Problem description:
Look through the records that follow. Copy every line containing the word "main".

(Supplied information)

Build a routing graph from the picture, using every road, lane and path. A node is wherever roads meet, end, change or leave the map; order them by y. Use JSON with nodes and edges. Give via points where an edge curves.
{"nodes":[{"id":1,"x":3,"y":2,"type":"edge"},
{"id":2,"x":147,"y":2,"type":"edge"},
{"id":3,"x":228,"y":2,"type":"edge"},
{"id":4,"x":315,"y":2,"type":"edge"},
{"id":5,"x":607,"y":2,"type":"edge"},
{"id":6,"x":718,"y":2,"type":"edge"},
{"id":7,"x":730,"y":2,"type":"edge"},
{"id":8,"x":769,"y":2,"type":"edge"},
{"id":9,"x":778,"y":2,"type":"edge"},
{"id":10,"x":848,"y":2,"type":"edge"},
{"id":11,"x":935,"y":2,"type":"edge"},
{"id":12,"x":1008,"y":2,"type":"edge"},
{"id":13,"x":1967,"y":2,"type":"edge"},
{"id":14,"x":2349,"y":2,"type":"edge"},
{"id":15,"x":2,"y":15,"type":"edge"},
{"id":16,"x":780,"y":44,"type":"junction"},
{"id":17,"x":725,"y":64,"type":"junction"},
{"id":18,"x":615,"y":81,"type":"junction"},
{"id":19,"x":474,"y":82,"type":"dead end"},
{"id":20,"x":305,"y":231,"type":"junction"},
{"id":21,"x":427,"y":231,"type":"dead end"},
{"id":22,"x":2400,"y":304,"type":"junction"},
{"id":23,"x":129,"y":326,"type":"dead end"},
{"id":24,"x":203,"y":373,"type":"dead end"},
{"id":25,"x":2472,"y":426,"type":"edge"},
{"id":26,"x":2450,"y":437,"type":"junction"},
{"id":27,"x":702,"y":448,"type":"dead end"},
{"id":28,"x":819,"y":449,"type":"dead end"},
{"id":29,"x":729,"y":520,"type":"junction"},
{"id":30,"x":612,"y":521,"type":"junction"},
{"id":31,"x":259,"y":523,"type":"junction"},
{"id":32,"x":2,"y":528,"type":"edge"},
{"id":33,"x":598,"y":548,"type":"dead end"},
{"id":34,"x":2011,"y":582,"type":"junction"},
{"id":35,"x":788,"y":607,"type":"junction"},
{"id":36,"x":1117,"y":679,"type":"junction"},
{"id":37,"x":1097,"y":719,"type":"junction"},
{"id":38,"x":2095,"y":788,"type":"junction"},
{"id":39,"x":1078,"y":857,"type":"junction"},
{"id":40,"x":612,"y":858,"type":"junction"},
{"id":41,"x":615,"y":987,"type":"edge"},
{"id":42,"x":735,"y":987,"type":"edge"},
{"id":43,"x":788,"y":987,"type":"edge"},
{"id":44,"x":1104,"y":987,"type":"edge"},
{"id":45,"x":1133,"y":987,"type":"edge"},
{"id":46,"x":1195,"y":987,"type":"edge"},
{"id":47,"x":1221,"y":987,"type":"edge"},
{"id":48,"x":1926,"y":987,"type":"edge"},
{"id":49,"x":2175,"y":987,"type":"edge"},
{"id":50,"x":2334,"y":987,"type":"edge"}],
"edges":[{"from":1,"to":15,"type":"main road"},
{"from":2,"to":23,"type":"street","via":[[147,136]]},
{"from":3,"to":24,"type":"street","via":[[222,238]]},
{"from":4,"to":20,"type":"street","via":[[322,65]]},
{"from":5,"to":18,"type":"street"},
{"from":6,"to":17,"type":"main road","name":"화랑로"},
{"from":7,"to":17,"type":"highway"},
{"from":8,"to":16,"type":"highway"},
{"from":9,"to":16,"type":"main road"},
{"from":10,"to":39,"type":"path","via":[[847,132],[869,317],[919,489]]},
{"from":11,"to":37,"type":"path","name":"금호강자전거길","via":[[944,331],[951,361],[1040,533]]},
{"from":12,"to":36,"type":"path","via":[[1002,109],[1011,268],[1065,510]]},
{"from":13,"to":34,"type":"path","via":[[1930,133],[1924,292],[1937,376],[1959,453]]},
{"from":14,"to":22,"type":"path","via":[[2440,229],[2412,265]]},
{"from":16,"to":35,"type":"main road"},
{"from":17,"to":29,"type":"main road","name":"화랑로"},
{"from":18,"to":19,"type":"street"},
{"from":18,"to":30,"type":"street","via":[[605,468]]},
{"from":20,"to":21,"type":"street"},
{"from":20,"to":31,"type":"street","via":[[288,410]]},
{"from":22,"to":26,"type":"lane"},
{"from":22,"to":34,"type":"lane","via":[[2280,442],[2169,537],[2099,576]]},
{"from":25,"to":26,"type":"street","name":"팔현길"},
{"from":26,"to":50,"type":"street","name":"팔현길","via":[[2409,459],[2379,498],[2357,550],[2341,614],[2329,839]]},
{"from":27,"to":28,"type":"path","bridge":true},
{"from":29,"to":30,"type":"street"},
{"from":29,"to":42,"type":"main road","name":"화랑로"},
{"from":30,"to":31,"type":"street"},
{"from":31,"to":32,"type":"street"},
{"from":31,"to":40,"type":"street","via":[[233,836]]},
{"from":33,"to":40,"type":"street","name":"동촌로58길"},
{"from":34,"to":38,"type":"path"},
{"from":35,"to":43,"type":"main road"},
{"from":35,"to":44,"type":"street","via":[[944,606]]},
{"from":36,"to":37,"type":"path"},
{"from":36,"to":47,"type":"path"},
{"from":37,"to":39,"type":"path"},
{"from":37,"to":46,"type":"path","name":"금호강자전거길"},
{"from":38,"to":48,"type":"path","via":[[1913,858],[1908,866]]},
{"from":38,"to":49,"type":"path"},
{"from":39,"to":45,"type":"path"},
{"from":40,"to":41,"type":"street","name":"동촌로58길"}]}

(End Supplied information)

Written response:
"edges":[{"from":1,"to":15,"type":"main road"},
{"from":6,"to":17,"type":"main road","name":"화랑로"},
{"from":9,"to":16,"type":"main road"},
{"from":16,"to":35,"type":"main road"},
{"from":17,"to":29,"type":"main road","name":"화랑로"},
{"from":29,"to":42,"type":"main road","name":"화랑로"},
{"from":35,"to":43,"type":"main road"},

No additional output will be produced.